┌─ PROVIDED MATERIAL

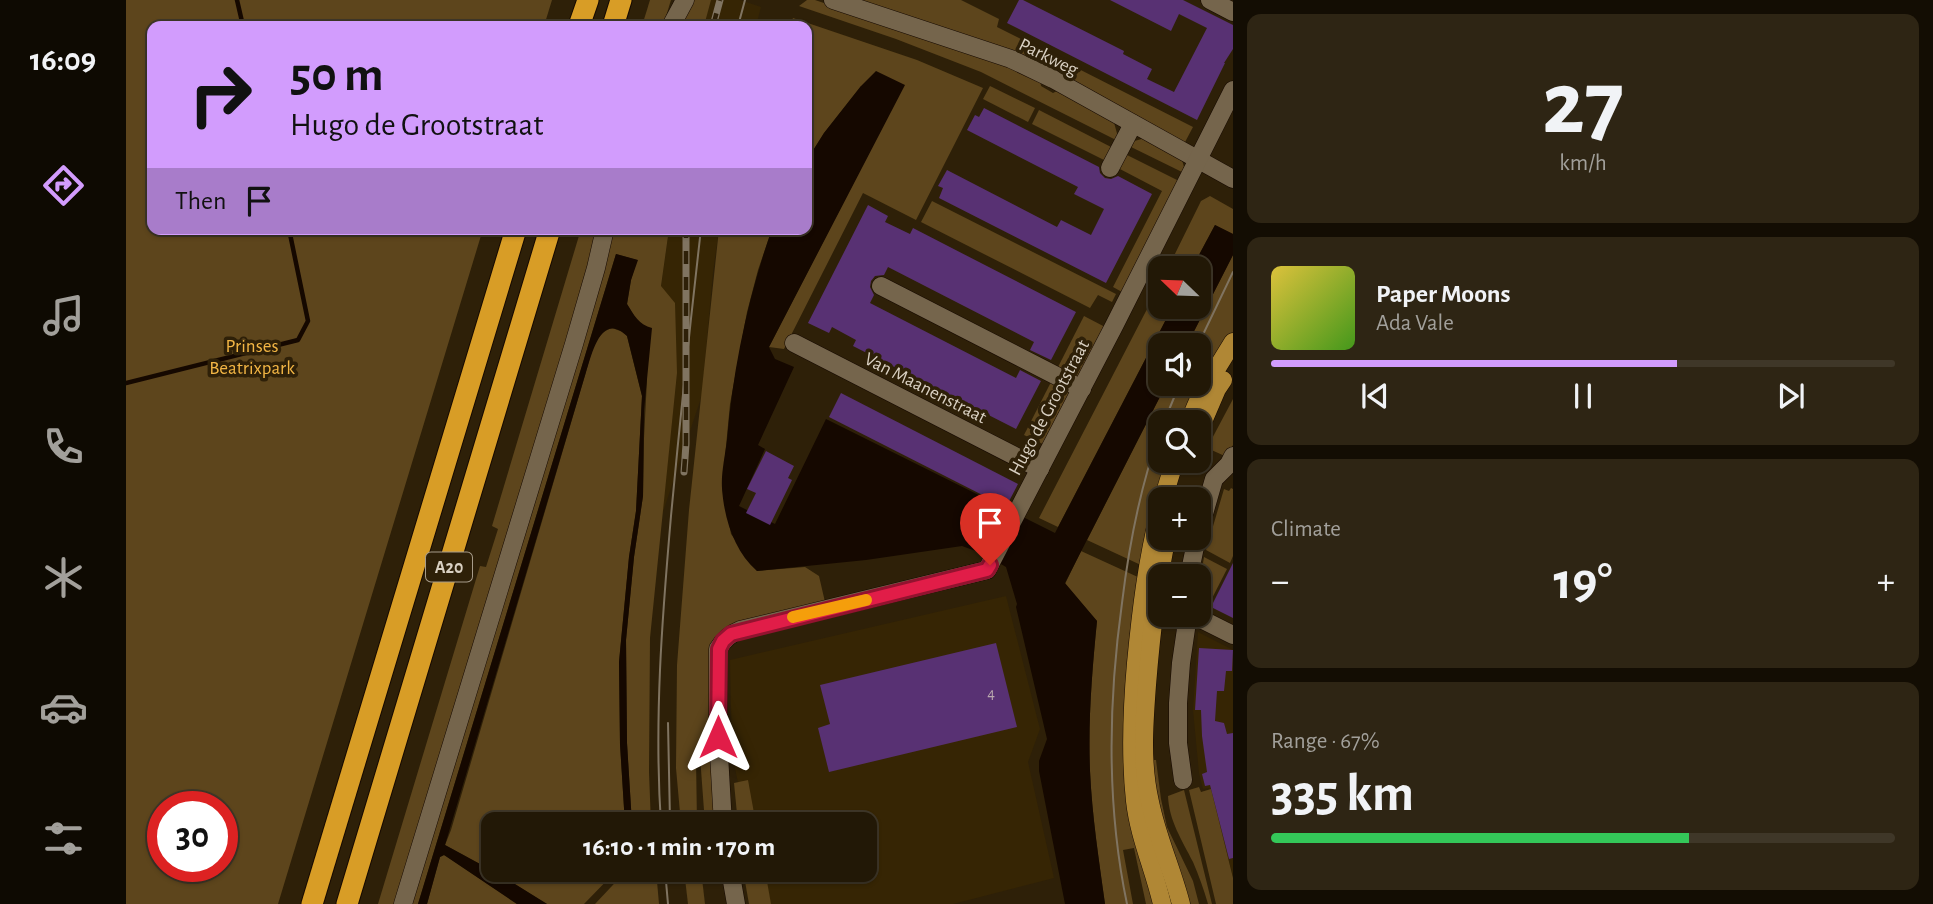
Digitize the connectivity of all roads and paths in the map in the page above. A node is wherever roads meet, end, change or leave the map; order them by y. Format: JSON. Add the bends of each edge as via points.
{"nodes":[{"id":1,"x":581,"y":0,"type":"edge"},
{"id":2,"x":588,"y":0,"type":"edge"},
{"id":3,"x":621,"y":0,"type":"edge"},
{"id":4,"x":685,"y":0,"type":"edge"},
{"id":5,"x":833,"y":0,"type":"edge"},
{"id":6,"x":1209,"y":0,"type":"edge"},
{"id":7,"x":1233,"y":12,"type":"edge"},
{"id":8,"x":579,"y":21,"type":"edge"},
{"id":9,"x":581,"y":21,"type":"edge"},
{"id":10,"x":615,"y":21,"type":"edge"},
{"id":11,"x":674,"y":21,"type":"edge"},
{"id":12,"x":1233,"y":90,"type":"edge"},
{"id":13,"x":1133,"y":124,"type":"junction"},
{"id":14,"x":1198,"y":159,"type":"junction"},
{"id":15,"x":1110,"y":168,"type":"dead end"},
{"id":16,"x":1233,"y":179,"type":"edge"},
{"id":17,"x":514,"y":235,"type":"edge"},
{"id":18,"x":548,"y":235,"type":"edge"},
{"id":19,"x":604,"y":235,"type":"edge"},
{"id":20,"x":881,"y":286,"type":"dead end"},
{"id":21,"x":1233,"y":342,"type":"edge"},
{"id":22,"x":793,"y":343,"type":"dead end"},
{"id":23,"x":1233,"y":366,"type":"edge"},
{"id":24,"x":1082,"y":388,"type":"junction"},
{"id":25,"x":1195,"y":410,"type":"edge"},
{"id":26,"x":1208,"y":410,"type":"edge"},
{"id":27,"x":1232,"y":462,"type":"edge"},
{"id":28,"x":1040,"y":469,"type":"junction"},
{"id":29,"x":1211,"y":489,"type":"edge"},
{"id":30,"x":1152,"y":550,"type":"edge"},
{"id":31,"x":1164,"y":550,"type":"edge"},
{"id":32,"x":1211,"y":624,"type":"edge"},
{"id":33,"x":1186,"y":627,"type":"edge"},
{"id":34,"x":1233,"y":635,"type":"edge"},
{"id":35,"x":1183,"y":780,"type":"dead end"},
{"id":36,"x":722,"y":812,"type":"edge"},
{"id":37,"x":732,"y":882,"type":"edge"},
{"id":38,"x":312,"y":904,"type":"edge"},
{"id":39,"x":347,"y":904,"type":"edge"},
{"id":40,"x":403,"y":904,"type":"edge"},
{"id":41,"x":736,"y":904,"type":"edge"},
{"id":42,"x":1162,"y":904,"type":"edge"},
{"id":43,"x":1181,"y":904,"type":"edge"}],
"edges":[{"from":1,"to":8,"type":"highway"},
{"from":2,"to":9,"type":"highway"},
{"from":3,"to":10,"type":"highway"},
{"from":4,"to":11,"type":"street"},
{"from":5,"to":13,"type":"street","name":"Parkweg","via":[[1011,59]]},
{"from":6,"to":7,"type":"street"},
{"from":12,"to":14,"type":"street","name":"Hugo de Grootstraat"},
{"from":13,"to":14,"type":"street","name":"Parkweg"},
{"from":13,"to":15,"type":"street"},
{"from":14,"to":16,"type":"street","name":"Parkweg"},
{"from":14,"to":24,"type":"street","name":"Hugo de Grootstraat"},
{"from":17,"to":38,"type":"highway","number":"A20"},
{"from":18,"to":39,"type":"highway","number":"A20"},
{"from":19,"to":40,"type":"street"},
{"from":20,"to":24,"type":"street"},
{"from":21,"to":25,"type":"main road"},
{"from":22,"to":28,"type":"street","name":"Van Maanenstraat"},
{"from":23,"to":26,"type":"main road"},
{"from":24,"to":28,"type":"street","name":"Hugo de Grootstraat"},
{"from":27,"to":29,"type":"street","via":[[1214,479]]},
{"from":28,"to":36,"type":"street","name":"Hugo de Grootstraat","via":[[987,570],[740,630],[723,641],[719,649],[718,737]]},
{"from":30,"to":42,"type":"main road","via":[[1132,723],[1137,813]]},
{"from":31,"to":43,"type":"main road","via":[[1154,608],[1143,741],[1156,830]]},
{"from":32,"to":34,"type":"street"},
{"from":33,"to":35,"type":"street","via":[[1178,703]]},
{"from":37,"to":41,"type":"street"}]}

└─

__WORK INSTRUCTION__
Every record above should come back exactly, but without its pictures.

__PROBLEM SOLUTION__
Digitize the connectivity of all roads and paths in the map in the page above. A node is wherever roads meet, end, change or leave the map; order them by y. Format: JSON. Add the bends of each edge as via points.
{"nodes":[{"id":1,"x":581,"y":0,"type":"edge"},
{"id":2,"x":588,"y":0,"type":"edge"},
{"id":3,"x":621,"y":0,"type":"edge"},
{"id":4,"x":685,"y":0,"type":"edge"},
{"id":5,"x":833,"y":0,"type":"edge"},
{"id":6,"x":1209,"y":0,"type":"edge"},
{"id":7,"x":1233,"y":12,"type":"edge"},
{"id":8,"x":579,"y":21,"type":"edge"},
{"id":9,"x":581,"y":21,"type":"edge"},
{"id":10,"x":615,"y":21,"type":"edge"},
{"id":11,"x":674,"y":21,"type":"edge"},
{"id":12,"x":1233,"y":90,"type":"edge"},
{"id":13,"x":1133,"y":124,"type":"junction"},
{"id":14,"x":1198,"y":159,"type":"junction"},
{"id":15,"x":1110,"y":168,"type":"dead end"},
{"id":16,"x":1233,"y":179,"type":"edge"},
{"id":17,"x":514,"y":235,"type":"edge"},
{"id":18,"x":548,"y":235,"type":"edge"},
{"id":19,"x":604,"y":235,"type":"edge"},
{"id":20,"x":881,"y":286,"type":"dead end"},
{"id":21,"x":1233,"y":342,"type":"edge"},
{"id":22,"x":793,"y":343,"type":"dead end"},
{"id":23,"x":1233,"y":366,"type":"edge"},
{"id":24,"x":1082,"y":388,"type":"junction"},
{"id":25,"x":1195,"y":410,"type":"edge"},
{"id":26,"x":1208,"y":410,"type":"edge"},
{"id":27,"x":1232,"y":462,"type":"edge"},
{"id":28,"x":1040,"y":469,"type":"junction"},
{"id":29,"x":1211,"y":489,"type":"edge"},
{"id":30,"x":1152,"y":550,"type":"edge"},
{"id":31,"x":1164,"y":550,"type":"edge"},
{"id":32,"x":1211,"y":624,"type":"edge"},
{"id":33,"x":1186,"y":627,"type":"edge"},
{"id":34,"x":1233,"y":635,"type":"edge"},
{"id":35,"x":1183,"y":780,"type":"dead end"},
{"id":36,"x":722,"y":812,"type":"edge"},
{"id":37,"x":732,"y":882,"type":"edge"},
{"id":38,"x":312,"y":904,"type":"edge"},
{"id":39,"x":347,"y":904,"type":"edge"},
{"id":40,"x":403,"y":904,"type":"edge"},
{"id":41,"x":736,"y":904,"type":"edge"},
{"id":42,"x":1162,"y":904,"type":"edge"},
{"id":43,"x":1181,"y":904,"type":"edge"}],
"edges":[{"from":1,"to":8,"type":"highway"},
{"from":2,"to":9,"type":"highway"},
{"from":3,"to":10,"type":"highway"},
{"from":4,"to":11,"type":"street"},
{"from":5,"to":13,"type":"street","name":"Parkweg","via":[[1011,59]]},
{"from":6,"to":7,"type":"street"},
{"from":12,"to":14,"type":"street","name":"Hugo de Grootstraat"},
{"from":13,"to":14,"type":"street","name":"Parkweg"},
{"from":13,"to":15,"type":"street"},
{"from":14,"to":16,"type":"street","name":"Parkweg"},
{"from":14,"to":24,"type":"street","name":"Hugo de Grootstraat"},
{"from":17,"to":38,"type":"highway","number":"A20"},
{"from":18,"to":39,"type":"highway","number":"A20"},
{"from":19,"to":40,"type":"street"},
{"from":20,"to":24,"type":"street"},
{"from":21,"to":25,"type":"main road"},
{"from":22,"to":28,"type":"street","name":"Van Maanenstraat"},
{"from":23,"to":26,"type":"main road"},
{"from":24,"to":28,"type":"street","name":"Hugo de Grootstraat"},
{"from":27,"to":29,"type":"street","via":[[1214,479]]},
{"from":28,"to":36,"type":"street","name":"Hugo de Grootstraat","via":[[987,570],[740,630],[723,641],[719,649],[718,737]]},
{"from":30,"to":42,"type":"main road","via":[[1132,723],[1137,813]]},
{"from":31,"to":43,"type":"main road","via":[[1154,608],[1143,741],[1156,830]]},
{"from":32,"to":34,"type":"street"},
{"from":33,"to":35,"type":"street","via":[[1178,703]]},
{"from":37,"to":41,"type":"street"}]}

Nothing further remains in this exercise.